ABOUT THIS TASK: Restate all of the data precisely, omitting nothing.

== Segment start ==

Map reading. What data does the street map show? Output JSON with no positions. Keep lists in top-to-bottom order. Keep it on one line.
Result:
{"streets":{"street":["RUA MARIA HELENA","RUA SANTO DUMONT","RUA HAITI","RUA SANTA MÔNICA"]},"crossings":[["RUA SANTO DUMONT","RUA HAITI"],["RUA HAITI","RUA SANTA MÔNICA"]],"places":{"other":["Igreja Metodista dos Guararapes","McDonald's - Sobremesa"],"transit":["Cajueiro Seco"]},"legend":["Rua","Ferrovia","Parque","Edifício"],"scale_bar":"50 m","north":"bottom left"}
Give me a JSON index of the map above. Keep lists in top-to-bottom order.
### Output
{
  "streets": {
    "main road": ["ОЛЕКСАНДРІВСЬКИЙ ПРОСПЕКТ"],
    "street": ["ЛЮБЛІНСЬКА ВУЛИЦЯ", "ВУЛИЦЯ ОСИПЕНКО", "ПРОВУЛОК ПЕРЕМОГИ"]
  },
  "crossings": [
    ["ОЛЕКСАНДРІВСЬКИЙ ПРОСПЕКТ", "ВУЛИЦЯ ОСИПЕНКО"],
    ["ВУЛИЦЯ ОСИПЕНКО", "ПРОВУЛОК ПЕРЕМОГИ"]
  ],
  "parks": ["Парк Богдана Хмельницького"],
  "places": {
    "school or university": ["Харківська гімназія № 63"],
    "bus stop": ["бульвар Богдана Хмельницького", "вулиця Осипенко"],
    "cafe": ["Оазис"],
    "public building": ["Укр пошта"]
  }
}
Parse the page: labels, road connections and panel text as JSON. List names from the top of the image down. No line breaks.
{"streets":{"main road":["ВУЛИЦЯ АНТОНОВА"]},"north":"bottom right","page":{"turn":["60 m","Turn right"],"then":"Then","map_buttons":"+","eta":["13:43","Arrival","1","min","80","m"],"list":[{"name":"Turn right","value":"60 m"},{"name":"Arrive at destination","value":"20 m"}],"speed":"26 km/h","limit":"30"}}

== Segment end ==

PROBLEM SOLUTION:
Map reading. What data does the street map show? Output JSON with no positions. Keep lists in top-to-bottom order. Keep it on one line.
Result:
{"streets":{"street":["RUA MARIA HELENA","RUA SANTO DUMONT","RUA HAITI","RUA SANTA MÔNICA"]},"crossings":[["RUA SANTO DUMONT","RUA HAITI"],["RUA HAITI","RUA SANTA MÔNICA"]],"places":{"other":["Igreja Metodista dos Guararapes","McDonald's - Sobremesa"],"transit":["Cajueiro Seco"]},"legend":["Rua","Ferrovia","Parque","Edifício"],"scale_bar":"50 m","north":"bottom left"}
Give me a JSON index of the map above. Keep lists in top-to-bottom order.
### Output
{
  "streets": {
    "main road": ["ОЛЕКСАНДРІВСЬКИЙ ПРОСПЕКТ"],
    "street": ["ЛЮБЛІНСЬКА ВУЛИЦЯ", "ВУЛИЦЯ ОСИПЕНКО", "ПРОВУЛОК ПЕРЕМОГИ"]
  },
  "crossings": [
    ["ОЛЕКСАНДРІВСЬКИЙ ПРОСПЕКТ", "ВУЛИЦЯ ОСИПЕНКО"],
    ["ВУЛИЦЯ ОСИПЕНКО", "ПРОВУЛОК ПЕРЕМОГИ"]
  ],
  "parks": ["Парк Богдана Хмельницького"],
  "places": {
    "school or university": ["Харківська гімназія № 63"],
    "bus stop": ["бульвар Богдана Хмельницького", "вулиця Осипенко"],
    "cafe": ["Оазис"],
    "public building": ["Укр пошта"]
  }
}
Parse the page: labels, road connections and panel text as JSON. List names from the top of the image down. No line breaks.
{"streets":{"main road":["ВУЛИЦЯ АНТОНОВА"]},"north":"bottom right","page":{"turn":["60 m","Turn right"],"then":"Then","map_buttons":"+","eta":["13:43","Arrival","1","min","80","m"],"list":[{"name":"Turn right","value":"60 m"},{"name":"Arrive at destination","value":"20 m"}],"speed":"26 km/h","limit":"30"}}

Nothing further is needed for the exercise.